[[ STORED DATA open ]]

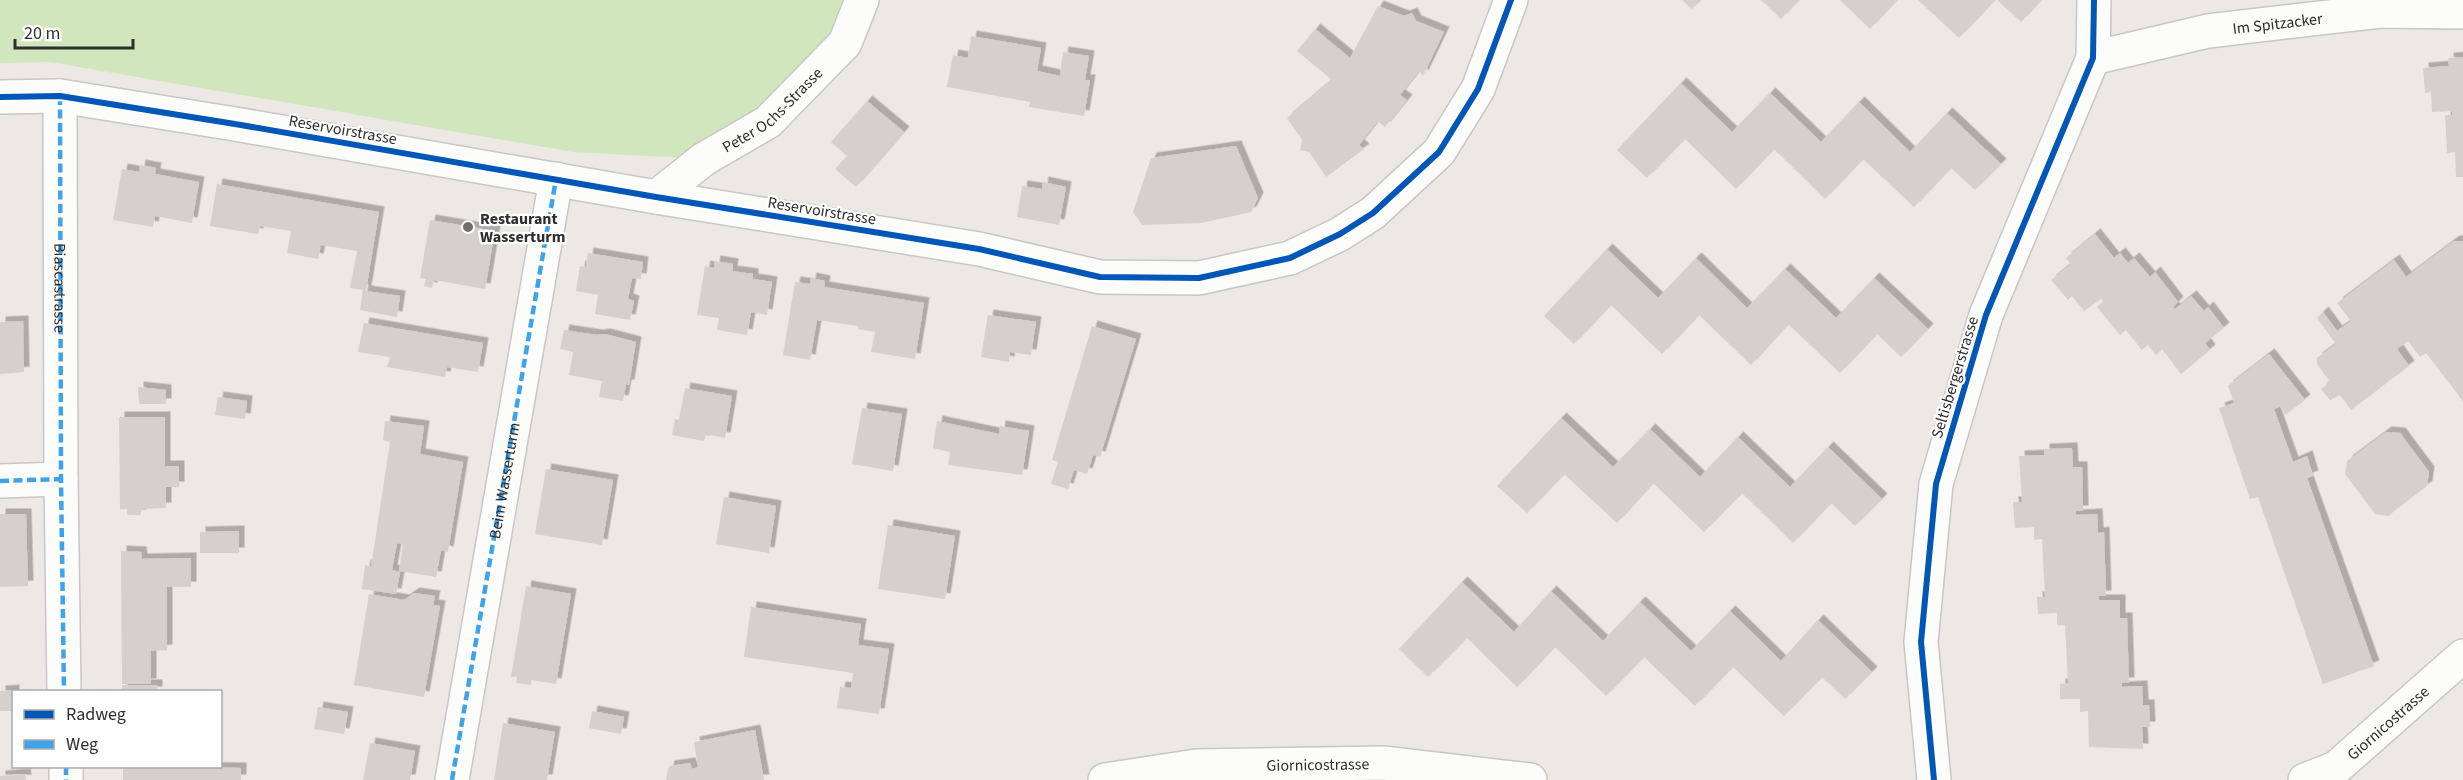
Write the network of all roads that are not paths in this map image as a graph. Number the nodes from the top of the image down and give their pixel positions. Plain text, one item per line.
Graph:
1 (862, 0) edge
2 (1511, 0) edge
3 (2094, 0) edge
4 (2463, 12) edge
5 (2093, 58) junction
6 (60, 96) junction
7 (0, 97) edge
8 (556, 179) junction
9 (656, 197) junction
10 (61, 479) junction
11 (0, 481) edge
12 (2463, 656) edge
13 (64, 690) edge
14 (452, 780) edge
15 (1105, 780) edge
16 (1530, 780) edge
17 (1934, 780) edge
18 (2305, 780) edge

1 - 9 street, Peter Ochs-Strasse
2 - 9 street, Reservoirstrasse
3 - 5 street, Seltisbergerstrasse
4 - 5 street, Im Spitzacker
5 - 17 street, Seltisbergerstrasse
6 - 7 street, Reservoirstrasse
6 - 8 street, Reservoirstrasse
6 - 10 street, Biascastrasse
8 - 9 street, Reservoirstrasse
8 - 14 street, Beim Wasserturm
10 - 11 street
10 - 13 street, Biascastrasse
12 - 18 street, Giornicostrasse
15 - 16 street, Giornicostrasse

[[ STORED DATA closed ]]

— WHAT IS REQUIRED —
Only an exact, picture-free copy of the entries counts as the answer.

— EXERCISE RESULT —
Write the network of all roads that are not paths in this map image as a graph. Number the nodes from the top of the image down and give their pixel positions. Plain text, one item per line.
Graph:
1 (862, 0) edge
2 (1511, 0) edge
3 (2094, 0) edge
4 (2463, 12) edge
5 (2093, 58) junction
6 (60, 96) junction
7 (0, 97) edge
8 (556, 179) junction
9 (656, 197) junction
10 (61, 479) junction
11 (0, 481) edge
12 (2463, 656) edge
13 (64, 690) edge
14 (452, 780) edge
15 (1105, 780) edge
16 (1530, 780) edge
17 (1934, 780) edge
18 (2305, 780) edge

1 - 9 street, Peter Ochs-Strasse
2 - 9 street, Reservoirstrasse
3 - 5 street, Seltisbergerstrasse
4 - 5 street, Im Spitzacker
5 - 17 street, Seltisbergerstrasse
6 - 7 street, Reservoirstrasse
6 - 8 street, Reservoirstrasse
6 - 10 street, Biascastrasse
8 - 9 street, Reservoirstrasse
8 - 14 street, Beim Wasserturm
10 - 11 street
10 - 13 street, Biascastrasse
12 - 18 street, Giornicostrasse
15 - 16 street, Giornicostrasse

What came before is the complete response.